Контрапункт по-русски
Анна Толстова о выставке "Le counterpoint Russe" в Лувре
Говорят, что современное искусство в России предпочитает эстетику политике. Современное искусство во всем мире очень политизировано, а наше почему-то не очень. Но его можно понять: от него так долго требовали выражать определенную политическую позицию, что как только появился шанс перестать быть советским или антисоветским, оно и перестало. А еще говорят, что если ты не занимаешься политикой, то она займется тобой. И это похоже на правду.

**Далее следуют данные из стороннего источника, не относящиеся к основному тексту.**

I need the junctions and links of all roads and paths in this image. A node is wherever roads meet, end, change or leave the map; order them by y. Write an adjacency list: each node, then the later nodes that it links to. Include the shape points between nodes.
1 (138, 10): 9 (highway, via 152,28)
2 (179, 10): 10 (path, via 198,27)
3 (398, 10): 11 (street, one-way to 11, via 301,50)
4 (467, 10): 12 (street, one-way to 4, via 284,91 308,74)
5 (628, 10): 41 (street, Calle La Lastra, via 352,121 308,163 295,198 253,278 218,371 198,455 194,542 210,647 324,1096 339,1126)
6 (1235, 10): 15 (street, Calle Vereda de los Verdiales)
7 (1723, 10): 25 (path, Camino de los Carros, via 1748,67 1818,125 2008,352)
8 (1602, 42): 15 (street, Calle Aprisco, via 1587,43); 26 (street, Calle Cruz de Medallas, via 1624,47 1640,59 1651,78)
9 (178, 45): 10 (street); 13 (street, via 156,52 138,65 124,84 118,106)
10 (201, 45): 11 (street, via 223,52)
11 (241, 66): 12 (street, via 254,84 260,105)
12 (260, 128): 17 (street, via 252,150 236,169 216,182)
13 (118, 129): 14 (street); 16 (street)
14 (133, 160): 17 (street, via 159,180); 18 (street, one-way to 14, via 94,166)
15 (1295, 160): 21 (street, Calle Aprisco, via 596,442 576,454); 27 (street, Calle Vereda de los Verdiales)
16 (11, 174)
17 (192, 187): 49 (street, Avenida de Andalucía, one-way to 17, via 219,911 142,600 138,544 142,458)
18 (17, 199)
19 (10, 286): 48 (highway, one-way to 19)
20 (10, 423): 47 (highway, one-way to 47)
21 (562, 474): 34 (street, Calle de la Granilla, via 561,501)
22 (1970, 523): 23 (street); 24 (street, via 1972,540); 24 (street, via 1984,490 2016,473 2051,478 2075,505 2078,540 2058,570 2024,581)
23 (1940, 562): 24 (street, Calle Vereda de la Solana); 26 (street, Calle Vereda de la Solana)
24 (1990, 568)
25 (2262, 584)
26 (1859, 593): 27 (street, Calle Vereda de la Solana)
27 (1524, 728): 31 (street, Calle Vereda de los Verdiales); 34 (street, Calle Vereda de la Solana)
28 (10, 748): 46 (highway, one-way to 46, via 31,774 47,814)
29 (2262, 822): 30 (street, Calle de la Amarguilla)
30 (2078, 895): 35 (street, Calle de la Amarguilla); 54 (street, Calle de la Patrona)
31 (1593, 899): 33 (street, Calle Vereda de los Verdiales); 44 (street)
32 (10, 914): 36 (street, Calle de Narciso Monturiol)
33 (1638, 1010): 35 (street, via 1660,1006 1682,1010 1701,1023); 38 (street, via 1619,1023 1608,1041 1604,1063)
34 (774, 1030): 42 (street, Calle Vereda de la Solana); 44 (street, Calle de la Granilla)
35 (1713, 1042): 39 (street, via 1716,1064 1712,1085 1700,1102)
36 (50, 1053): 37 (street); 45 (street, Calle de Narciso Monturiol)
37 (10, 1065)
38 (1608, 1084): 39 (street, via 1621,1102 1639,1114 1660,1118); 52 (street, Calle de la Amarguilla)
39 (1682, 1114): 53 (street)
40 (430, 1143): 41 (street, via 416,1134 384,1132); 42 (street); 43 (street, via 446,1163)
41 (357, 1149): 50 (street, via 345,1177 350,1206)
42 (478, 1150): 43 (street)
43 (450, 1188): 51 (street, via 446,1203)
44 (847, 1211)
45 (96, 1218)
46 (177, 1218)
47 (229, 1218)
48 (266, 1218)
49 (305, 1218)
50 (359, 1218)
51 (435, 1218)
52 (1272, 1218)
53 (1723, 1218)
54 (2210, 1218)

Когда в 2007 году в Третьяковке Андрей Ерофеев, тогда еще начальник созданного на основе его царицынской коллекции отдела новейших течений музея, сделал выставку про соц-арт и современное политическое искусство, многие были недовольны. Дескать, нечего все сводить к политике — мы же не искусствоведы в штатском, чтобы повсюду видеть одну крамолу. Ведь соц-арт, заставляющий эмблематического Ленина рекламировать "кока-колу", благо советская наглядная агитация и империалистическая реклама использовали одну и ту же красно-белую гамму, думал о провокации на уровне художественного языка, а не об идеологической диверсии. И вообще, о каких соц-артовских традициях можно говорить в 2007 году? Через полгода выставку соц-арта должны были отправить в Париж — и вышел конфуз. Кто-то где-то в высших инстанциях (когда история сделалась достоянием публики, руководители культурных министерств и ведомств начали дружно отрицать свою к ней причастность, и один лишь министр культуры Соколов высказался весьма определенно, что это искусство — "позор России") взял да и запретил вывозить добрую треть экспонатов как политически неблагонадежные. В Третьяковке показывать — пожалуйста, а за границу везти — как бы чего не вышло. Под запрет попал и музейный соц-арт эпохи развитого застоя, а именно карикатуры покойного Вячеслава Сысоева, отсидевшего за них срок еще в СССР, и самое живое и современное искусство: "Синие носы", "ПГ", Владислав Мамышев-Монро, Мария Константинова. Резоны цензуры объяснялись как-то невнятно: якобы целующиеся милиционеры, образ Гитлера, свастика и портреты современных политических деятелей, использованные художниками, могут быть неправильно истолкованы. То есть мы тут понимаем, что это сатира и ирония, а на родине Рабле, Мольера и Вольтера — куда уж им.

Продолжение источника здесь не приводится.